The National Transportation Safety Board (NTSB) said today that U.S. authorities don’t yet know when the pilot of the private jet that crashed in Virginia stopped responding to calls from the control tower Sunday, or why he was flying in the strictly prohibited federal capital’s airspace. ).
The Pentagon captured two F-16 fighter jets that broke the sound barrier over Washington while chasing a Cessna Citation 560 that crashed in southwest Virginia.

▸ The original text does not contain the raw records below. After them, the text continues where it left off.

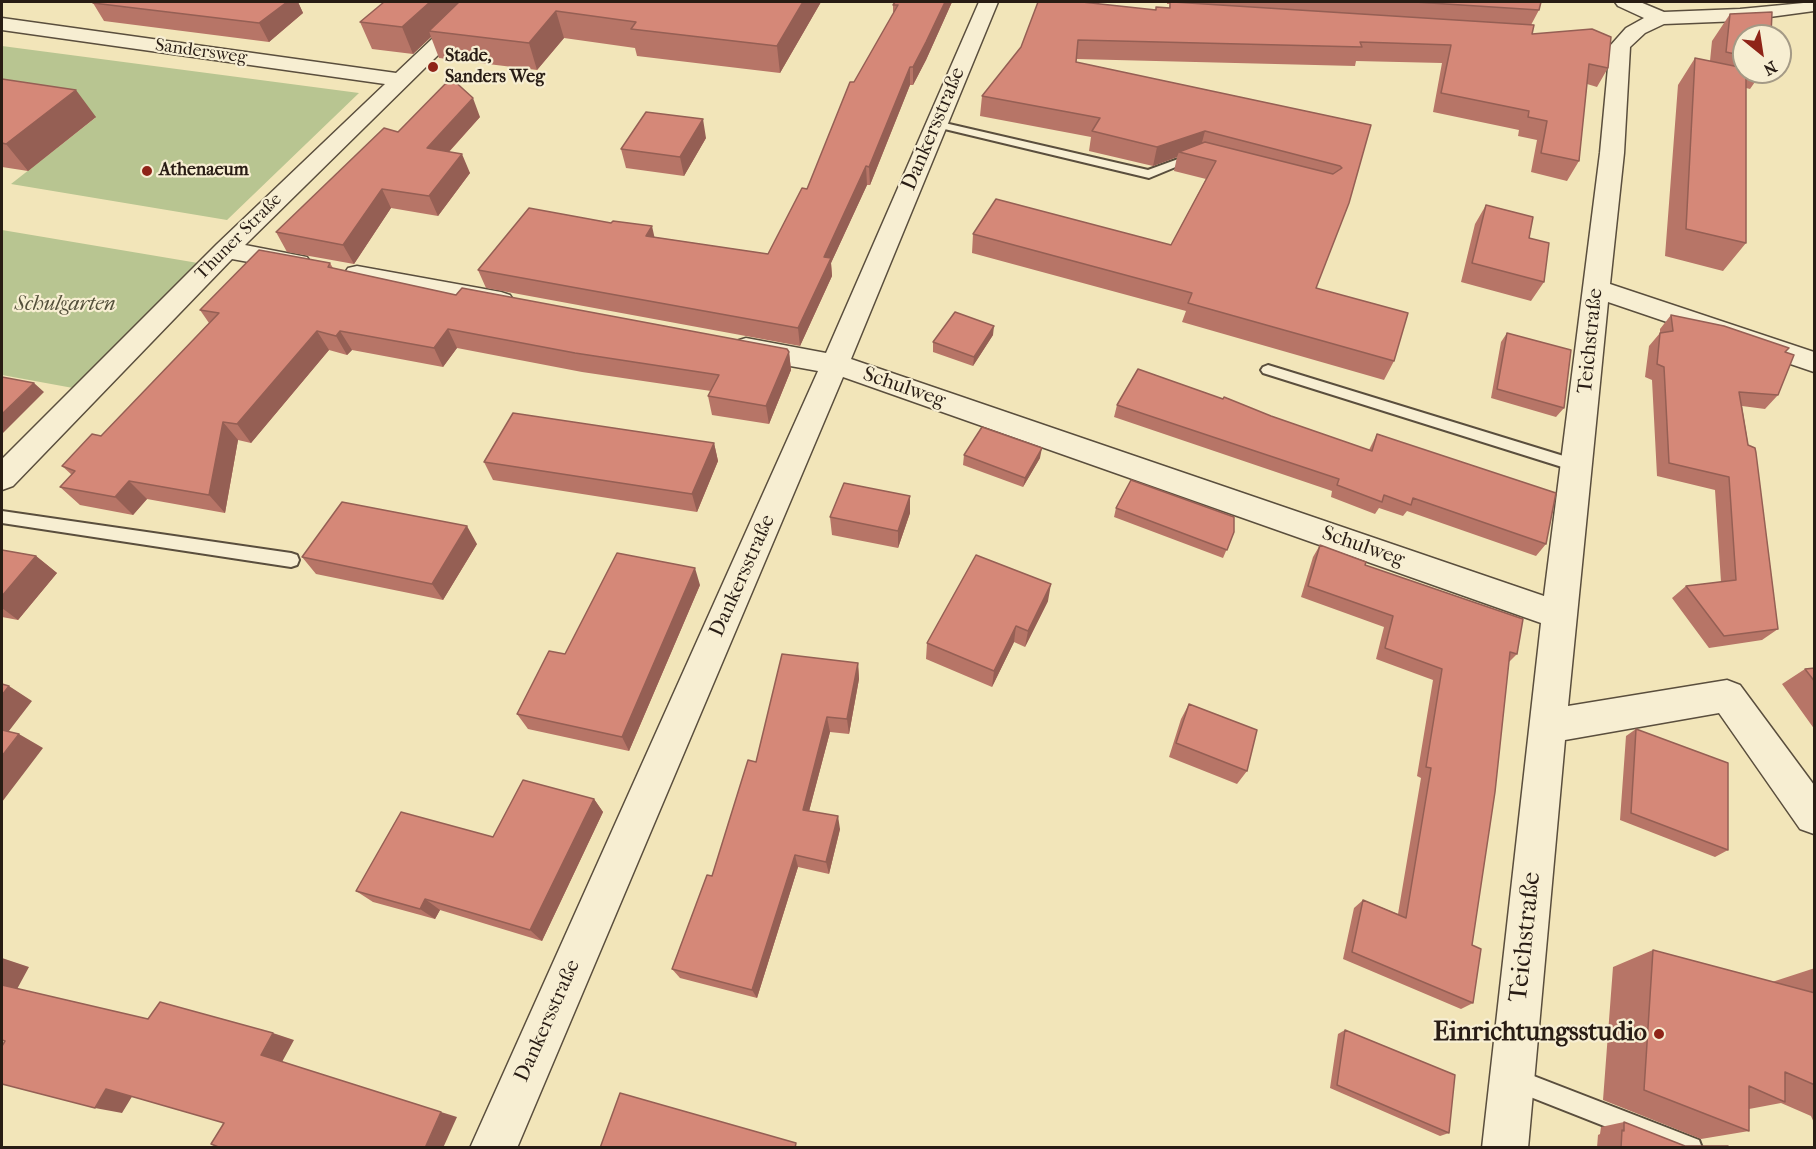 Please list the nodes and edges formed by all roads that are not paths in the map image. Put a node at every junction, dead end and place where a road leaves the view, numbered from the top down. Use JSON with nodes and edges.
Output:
{"nodes":[{"id":1,"x":482,"y":2,"type":"edge"},
{"id":2,"x":988,"y":2,"type":"edge"},
{"id":3,"x":1625,"y":2,"type":"edge"},
{"id":4,"x":1815,"y":5,"type":"edge"},
{"id":5,"x":1661,"y":18,"type":"junction"},
{"id":6,"x":2,"y":24,"type":"edge"},
{"id":7,"x":401,"y":80,"type":"junction"},
{"id":8,"x":936,"y":124,"type":"junction"},
{"id":9,"x":1210,"y":158,"type":"edge"},
{"id":10,"x":226,"y":250,"type":"junction"},
{"id":11,"x":1597,"y":289,"type":"junction"},
{"id":12,"x":530,"y":307,"type":"edge"},
{"id":13,"x":718,"y":342,"type":"edge"},
{"id":14,"x":1815,"y":362,"type":"edge"},
{"id":15,"x":835,"y":364,"type":"junction"},
{"id":16,"x":1268,"y":370,"type":"dead end"},
{"id":17,"x":1578,"y":466,"type":"junction"},
{"id":18,"x":2,"y":478,"type":"edge"},
{"id":19,"x":2,"y":517,"type":"edge"},
{"id":20,"x":291,"y":560,"type":"dead end"},
{"id":21,"x":1559,"y":615,"type":"junction"},
{"id":22,"x":1547,"y":726,"type":"junction"},
{"id":23,"x":1815,"y":816,"type":"edge"},
{"id":24,"x":1512,"y":1079,"type":"junction"},
{"id":25,"x":493,"y":1148,"type":"edge"},
{"id":26,"x":1505,"y":1148,"type":"edge"},
{"id":27,"x":1691,"y":1148,"type":"edge"}],
"edges":[{"from":1,"to":7,"type":"street","name":"Thuner Straße"},
{"from":2,"to":8,"type":"street","name":"Dankersstraße"},
{"from":3,"to":5,"type":"street"},
{"from":4,"to":5,"type":"street"},
{"from":5,"to":11,"type":"street","name":"Teichstraße"},
{"from":6,"to":7,"type":"street","name":"Sandersweg"},
{"from":7,"to":10,"type":"street","name":"Thuner Straße"},
{"from":8,"to":9,"type":"lane"},
{"from":8,"to":15,"type":"street","name":"Dankersstraße"},
{"from":10,"to":12,"type":"street"},
{"from":10,"to":18,"type":"street","name":"Thuner Straße"},
{"from":11,"to":14,"type":"street"},
{"from":11,"to":17,"type":"street","name":"Teichstraße"},
{"from":13,"to":15,"type":"street","name":"Schulweg"},
{"from":15,"to":21,"type":"street","name":"Schulweg"},
{"from":15,"to":25,"type":"street","name":"Dankersstraße"},
{"from":16,"to":17,"type":"lane"},
{"from":17,"to":21,"type":"street","name":"Teichstraße"},
{"from":19,"to":20,"type":"lane"},
{"from":21,"to":22,"type":"street","name":"Teichstraße"},
{"from":22,"to":23,"type":"street"},
{"from":22,"to":24,"type":"street","name":"Teichstraße"},
{"from":24,"to":26,"type":"street","name":"Teichstraße"},
{"from":24,"to":27,"type":"lane"}]}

“That will definitely be part of our investigation, and we’ll look at exactly when the pilot became unresponsive and why the plane was on that trajectory. We don’t know yet,” NTSB investigator Adam Gearhart told reporters at the crash site.
“It’s all on the table.”
He added that the Cessna’s wreckage was scattered over a wooded mountainous area and the search would be “difficult”. The NTSB will remove it and fly it to a safe location in Delaware, presumably using a helicopter.
“Basically, everything is on the table. The plane, its engines, weather, pilot skills, maintenance records. These are all issues that we are looking at,” he stressed.
A US official said the F-16s did not down the Cesnas.
In addition to the pilot, there were three more people on board the small plane. The Cessna was owned by Melbourne, Florida-based Encore Motors, and its owner, John Rampell, told The Washington Post that his daughter, granddaughter, and nanny were killed.
The US military tried to contact the pilot, who did not respond. The Cessna seems to be flying on autopilot.
The plane took off from Elizabethton Municipal Airport in Tennessee, bound for MacArthur Airport on Long Island, New York, about 80 kilometers east of Manhattan.